This feels a little kludgy, but what about:
- Buffer one dataset (I am assuming you are working with points) by 200 m.
- Buffer the other dataset by a very small amount, say 0.25 m.
- Perform intersection of the two buffered datasets. This takes care of the distance criteria.
Now, because buffer and intersection both carry attributes to the newly created features, the polygons formed by the intersection will have the attributes from both sets of input points.
- Add a new field to the intersection polygons and use the field calculator to calculate the time difference between the two datasets.
- Select by attributes to get the intersection polygons where the absolute value of the time difference is greater than 30 minutes and delete them. This takes care of the time criteria.
- Use the remaining intersection polygons and a select by location to select the points from whichever dataset was used to generate the smaller buffers originally and delete them.
- Merge the two datasets into a final composite dataset.

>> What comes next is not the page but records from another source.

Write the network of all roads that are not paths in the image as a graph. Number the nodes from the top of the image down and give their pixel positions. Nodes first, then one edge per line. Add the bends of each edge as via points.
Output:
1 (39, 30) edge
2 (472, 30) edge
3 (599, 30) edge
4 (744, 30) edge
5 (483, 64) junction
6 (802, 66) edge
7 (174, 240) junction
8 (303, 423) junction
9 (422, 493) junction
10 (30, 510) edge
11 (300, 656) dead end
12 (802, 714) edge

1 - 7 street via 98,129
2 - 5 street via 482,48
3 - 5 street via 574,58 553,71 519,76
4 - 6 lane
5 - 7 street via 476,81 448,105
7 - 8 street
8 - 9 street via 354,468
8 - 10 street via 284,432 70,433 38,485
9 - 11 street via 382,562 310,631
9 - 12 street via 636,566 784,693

You mentioned that there can be multiple incidents at the same location. Does that mean exactly the same location? For step 2, you want to specify a buffer size small enough that the buffers do not overlap with other buffers in that same dataset. You can use Near with a point dataset and itself to see how far the closest points are to each other. See this related answer.
If the points do coincide exactly, step 2 won't work. In that case, you could use ArcPy and an update cursor to jitter the points (i.e., move each in a different small random direction) before hand. See, for example, this answer (with example code). Store the X and Y components of the move vector in new attributes so you can move the points back later (if desired). The magnitude of the move should be larger than the small buffer size; but not so large as to change the results of the 200 m buffer.